__Records shown__:
*-*-*
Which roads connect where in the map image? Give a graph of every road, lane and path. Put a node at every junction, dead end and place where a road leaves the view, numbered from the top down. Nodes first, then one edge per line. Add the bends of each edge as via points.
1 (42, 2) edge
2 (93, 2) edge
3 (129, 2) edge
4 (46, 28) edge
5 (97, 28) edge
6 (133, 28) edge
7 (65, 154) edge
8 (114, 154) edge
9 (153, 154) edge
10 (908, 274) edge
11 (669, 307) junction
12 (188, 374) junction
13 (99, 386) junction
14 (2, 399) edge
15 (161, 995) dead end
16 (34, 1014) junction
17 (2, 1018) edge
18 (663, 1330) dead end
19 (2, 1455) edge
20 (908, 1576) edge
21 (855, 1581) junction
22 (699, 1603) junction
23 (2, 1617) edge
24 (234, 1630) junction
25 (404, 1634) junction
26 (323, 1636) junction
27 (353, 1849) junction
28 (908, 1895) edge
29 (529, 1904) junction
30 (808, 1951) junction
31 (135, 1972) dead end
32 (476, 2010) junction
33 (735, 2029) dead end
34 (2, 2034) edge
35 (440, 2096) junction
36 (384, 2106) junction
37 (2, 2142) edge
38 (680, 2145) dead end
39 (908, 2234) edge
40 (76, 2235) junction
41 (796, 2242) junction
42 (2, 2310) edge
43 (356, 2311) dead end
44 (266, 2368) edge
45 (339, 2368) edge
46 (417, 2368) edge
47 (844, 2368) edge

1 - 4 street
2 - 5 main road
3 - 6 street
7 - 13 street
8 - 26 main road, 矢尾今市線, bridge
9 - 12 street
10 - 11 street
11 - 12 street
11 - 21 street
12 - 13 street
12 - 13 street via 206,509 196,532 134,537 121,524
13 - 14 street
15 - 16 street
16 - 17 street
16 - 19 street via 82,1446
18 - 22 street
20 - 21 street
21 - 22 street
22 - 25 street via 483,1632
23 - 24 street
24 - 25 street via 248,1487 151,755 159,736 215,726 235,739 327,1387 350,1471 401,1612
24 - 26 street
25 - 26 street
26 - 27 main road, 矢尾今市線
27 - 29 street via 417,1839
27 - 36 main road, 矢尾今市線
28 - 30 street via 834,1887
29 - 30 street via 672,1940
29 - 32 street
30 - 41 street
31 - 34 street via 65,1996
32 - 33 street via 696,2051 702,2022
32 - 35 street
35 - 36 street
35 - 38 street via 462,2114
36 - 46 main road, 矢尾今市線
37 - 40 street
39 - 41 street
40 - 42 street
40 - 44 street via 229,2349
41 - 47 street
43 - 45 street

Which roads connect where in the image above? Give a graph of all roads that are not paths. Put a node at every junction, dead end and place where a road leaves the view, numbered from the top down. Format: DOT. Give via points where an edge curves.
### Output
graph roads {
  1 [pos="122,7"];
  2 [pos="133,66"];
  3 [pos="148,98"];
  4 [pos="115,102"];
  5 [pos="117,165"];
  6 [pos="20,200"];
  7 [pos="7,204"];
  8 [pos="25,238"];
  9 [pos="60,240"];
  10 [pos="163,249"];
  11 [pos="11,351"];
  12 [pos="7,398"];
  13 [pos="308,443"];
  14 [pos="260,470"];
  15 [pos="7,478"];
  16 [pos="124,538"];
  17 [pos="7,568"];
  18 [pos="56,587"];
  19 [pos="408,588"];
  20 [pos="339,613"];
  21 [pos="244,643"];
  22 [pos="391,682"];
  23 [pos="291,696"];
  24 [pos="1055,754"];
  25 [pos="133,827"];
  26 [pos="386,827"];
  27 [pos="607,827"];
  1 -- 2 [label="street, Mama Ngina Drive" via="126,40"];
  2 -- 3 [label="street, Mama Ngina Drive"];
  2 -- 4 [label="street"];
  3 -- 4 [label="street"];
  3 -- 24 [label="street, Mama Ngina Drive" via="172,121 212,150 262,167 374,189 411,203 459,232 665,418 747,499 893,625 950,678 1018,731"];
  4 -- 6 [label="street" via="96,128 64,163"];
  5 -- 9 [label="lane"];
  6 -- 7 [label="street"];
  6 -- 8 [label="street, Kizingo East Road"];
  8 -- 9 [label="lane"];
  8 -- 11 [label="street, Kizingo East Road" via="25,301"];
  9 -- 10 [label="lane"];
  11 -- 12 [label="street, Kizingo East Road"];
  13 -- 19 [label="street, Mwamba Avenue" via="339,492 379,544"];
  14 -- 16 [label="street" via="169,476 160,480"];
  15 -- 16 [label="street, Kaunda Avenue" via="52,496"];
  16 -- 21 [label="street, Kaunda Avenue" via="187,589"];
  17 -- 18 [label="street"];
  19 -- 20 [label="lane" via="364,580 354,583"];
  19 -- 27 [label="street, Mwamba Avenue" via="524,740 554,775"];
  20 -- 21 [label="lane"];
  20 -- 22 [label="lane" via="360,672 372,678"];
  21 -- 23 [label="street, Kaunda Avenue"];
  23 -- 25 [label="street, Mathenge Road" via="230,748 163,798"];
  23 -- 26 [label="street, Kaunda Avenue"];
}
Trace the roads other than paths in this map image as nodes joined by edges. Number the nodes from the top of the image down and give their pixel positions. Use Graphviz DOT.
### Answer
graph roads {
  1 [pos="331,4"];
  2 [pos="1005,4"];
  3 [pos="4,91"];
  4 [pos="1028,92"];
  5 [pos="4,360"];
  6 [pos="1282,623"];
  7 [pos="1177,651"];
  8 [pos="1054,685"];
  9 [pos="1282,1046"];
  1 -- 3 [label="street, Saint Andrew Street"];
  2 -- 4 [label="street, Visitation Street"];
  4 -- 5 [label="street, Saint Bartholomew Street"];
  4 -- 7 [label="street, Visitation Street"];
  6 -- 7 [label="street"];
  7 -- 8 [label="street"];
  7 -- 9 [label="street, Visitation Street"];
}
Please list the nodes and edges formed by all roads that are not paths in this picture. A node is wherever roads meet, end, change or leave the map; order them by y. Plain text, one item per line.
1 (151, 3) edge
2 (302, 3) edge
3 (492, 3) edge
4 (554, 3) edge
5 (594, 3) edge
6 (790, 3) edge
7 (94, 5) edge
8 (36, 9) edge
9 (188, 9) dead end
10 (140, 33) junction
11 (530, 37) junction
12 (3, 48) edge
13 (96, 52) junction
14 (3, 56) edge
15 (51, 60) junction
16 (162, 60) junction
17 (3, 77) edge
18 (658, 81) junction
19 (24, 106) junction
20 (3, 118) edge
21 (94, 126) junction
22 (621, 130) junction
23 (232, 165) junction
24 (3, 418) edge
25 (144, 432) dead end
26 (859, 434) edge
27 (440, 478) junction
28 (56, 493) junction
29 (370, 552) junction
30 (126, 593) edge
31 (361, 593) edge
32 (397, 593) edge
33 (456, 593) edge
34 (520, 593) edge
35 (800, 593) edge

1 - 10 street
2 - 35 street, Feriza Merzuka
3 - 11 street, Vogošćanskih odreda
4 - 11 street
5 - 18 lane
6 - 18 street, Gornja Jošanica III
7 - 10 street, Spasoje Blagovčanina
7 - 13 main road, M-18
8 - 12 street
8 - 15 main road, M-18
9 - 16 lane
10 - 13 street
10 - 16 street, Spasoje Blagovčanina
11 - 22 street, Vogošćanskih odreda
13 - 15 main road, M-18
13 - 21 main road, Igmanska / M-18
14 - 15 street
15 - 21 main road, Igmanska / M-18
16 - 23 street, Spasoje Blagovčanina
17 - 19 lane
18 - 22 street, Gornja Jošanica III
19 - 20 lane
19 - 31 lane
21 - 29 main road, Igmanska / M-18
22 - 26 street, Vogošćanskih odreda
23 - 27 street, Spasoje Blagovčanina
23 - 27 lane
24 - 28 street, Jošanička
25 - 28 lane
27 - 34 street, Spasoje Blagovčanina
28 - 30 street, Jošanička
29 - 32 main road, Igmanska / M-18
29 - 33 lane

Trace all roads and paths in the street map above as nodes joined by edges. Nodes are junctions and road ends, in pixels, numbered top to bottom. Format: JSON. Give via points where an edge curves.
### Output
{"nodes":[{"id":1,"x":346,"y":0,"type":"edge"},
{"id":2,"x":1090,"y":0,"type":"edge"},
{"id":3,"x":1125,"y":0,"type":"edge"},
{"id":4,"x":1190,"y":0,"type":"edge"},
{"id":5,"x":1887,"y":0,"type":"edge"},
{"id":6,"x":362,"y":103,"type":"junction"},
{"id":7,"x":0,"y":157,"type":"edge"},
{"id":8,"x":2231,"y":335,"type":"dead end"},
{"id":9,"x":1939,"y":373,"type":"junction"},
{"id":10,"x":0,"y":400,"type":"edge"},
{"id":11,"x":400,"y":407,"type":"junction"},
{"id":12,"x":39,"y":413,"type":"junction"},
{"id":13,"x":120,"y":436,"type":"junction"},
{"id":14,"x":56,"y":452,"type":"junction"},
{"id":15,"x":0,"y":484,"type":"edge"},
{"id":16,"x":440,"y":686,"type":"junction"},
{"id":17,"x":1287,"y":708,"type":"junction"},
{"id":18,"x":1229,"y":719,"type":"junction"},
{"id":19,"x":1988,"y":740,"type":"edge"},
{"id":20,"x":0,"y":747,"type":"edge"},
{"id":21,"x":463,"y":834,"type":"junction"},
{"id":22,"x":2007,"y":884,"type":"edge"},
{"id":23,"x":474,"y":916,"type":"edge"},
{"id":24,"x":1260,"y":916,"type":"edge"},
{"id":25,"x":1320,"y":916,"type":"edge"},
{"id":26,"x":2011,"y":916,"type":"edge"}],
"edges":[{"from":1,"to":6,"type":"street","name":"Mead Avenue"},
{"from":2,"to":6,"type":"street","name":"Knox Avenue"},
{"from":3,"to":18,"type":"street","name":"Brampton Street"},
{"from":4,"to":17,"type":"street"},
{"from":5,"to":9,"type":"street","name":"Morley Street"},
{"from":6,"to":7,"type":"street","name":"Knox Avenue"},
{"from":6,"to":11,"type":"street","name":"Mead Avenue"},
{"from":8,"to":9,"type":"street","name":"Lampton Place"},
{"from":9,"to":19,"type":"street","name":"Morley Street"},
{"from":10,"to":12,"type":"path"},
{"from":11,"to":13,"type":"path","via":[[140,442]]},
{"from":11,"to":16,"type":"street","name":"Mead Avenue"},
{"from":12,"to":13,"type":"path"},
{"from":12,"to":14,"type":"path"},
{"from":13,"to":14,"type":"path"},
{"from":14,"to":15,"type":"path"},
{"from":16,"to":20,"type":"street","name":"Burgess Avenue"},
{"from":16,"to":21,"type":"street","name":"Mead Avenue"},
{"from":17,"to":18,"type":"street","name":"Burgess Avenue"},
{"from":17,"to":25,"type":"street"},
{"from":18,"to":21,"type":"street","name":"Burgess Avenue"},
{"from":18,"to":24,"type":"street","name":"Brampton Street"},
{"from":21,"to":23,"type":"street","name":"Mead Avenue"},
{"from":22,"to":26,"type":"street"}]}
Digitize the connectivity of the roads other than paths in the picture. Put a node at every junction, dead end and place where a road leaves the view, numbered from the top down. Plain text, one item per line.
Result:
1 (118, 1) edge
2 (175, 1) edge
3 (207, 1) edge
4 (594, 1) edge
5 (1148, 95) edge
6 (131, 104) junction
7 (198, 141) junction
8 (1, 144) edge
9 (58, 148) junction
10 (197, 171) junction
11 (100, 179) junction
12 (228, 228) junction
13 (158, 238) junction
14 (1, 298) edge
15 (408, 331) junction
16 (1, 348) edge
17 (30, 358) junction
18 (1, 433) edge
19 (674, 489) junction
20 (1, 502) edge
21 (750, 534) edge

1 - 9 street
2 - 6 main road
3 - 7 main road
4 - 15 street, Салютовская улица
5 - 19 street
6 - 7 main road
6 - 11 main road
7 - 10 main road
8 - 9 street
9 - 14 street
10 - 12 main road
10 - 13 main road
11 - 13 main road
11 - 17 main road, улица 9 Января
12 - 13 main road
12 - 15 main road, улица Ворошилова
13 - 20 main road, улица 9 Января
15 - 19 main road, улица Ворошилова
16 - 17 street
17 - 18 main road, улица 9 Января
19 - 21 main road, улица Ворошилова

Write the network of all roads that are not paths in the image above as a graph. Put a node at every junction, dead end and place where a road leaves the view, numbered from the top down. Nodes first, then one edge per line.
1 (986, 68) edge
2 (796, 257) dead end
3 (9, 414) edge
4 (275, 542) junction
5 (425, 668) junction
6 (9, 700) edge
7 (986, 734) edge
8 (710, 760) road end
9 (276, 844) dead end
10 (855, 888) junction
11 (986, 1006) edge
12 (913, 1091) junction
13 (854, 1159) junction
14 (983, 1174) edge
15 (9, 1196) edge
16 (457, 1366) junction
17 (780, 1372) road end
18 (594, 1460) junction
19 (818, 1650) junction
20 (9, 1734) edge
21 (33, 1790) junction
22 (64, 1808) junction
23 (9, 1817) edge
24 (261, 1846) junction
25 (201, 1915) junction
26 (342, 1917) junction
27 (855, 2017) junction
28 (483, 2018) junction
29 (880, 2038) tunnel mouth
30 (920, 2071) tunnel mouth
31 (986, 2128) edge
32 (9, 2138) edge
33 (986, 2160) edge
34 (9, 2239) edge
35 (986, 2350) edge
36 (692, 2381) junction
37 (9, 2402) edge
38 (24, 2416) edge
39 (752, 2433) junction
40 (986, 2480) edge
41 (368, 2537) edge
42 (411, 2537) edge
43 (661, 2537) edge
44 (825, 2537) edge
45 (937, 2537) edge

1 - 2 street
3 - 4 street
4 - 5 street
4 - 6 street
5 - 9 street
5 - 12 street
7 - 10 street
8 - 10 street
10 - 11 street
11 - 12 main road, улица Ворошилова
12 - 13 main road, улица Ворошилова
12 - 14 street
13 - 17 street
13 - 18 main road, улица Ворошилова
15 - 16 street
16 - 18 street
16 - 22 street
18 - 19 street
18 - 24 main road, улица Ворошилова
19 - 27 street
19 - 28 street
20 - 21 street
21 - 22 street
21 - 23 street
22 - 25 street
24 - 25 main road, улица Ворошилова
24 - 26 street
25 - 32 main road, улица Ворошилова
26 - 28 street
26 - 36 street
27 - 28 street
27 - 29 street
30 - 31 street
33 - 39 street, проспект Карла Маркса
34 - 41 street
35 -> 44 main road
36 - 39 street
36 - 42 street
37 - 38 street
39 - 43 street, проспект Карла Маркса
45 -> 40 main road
*-*-*
Above are the records; copy each line from them that includes the string "Mama".

__Task response__:
  1 -- 2 [label="street, Mama Ngina Drive" via="126,40"];
  2 -- 3 [label="street, Mama Ngina Drive"];
  3 -- 24 [label="street, Mama Ngina Drive" via="172,121 212,150 262,167 374,189 411,203 459,232 665,418 747,499 893,625 950,678 1018,731"];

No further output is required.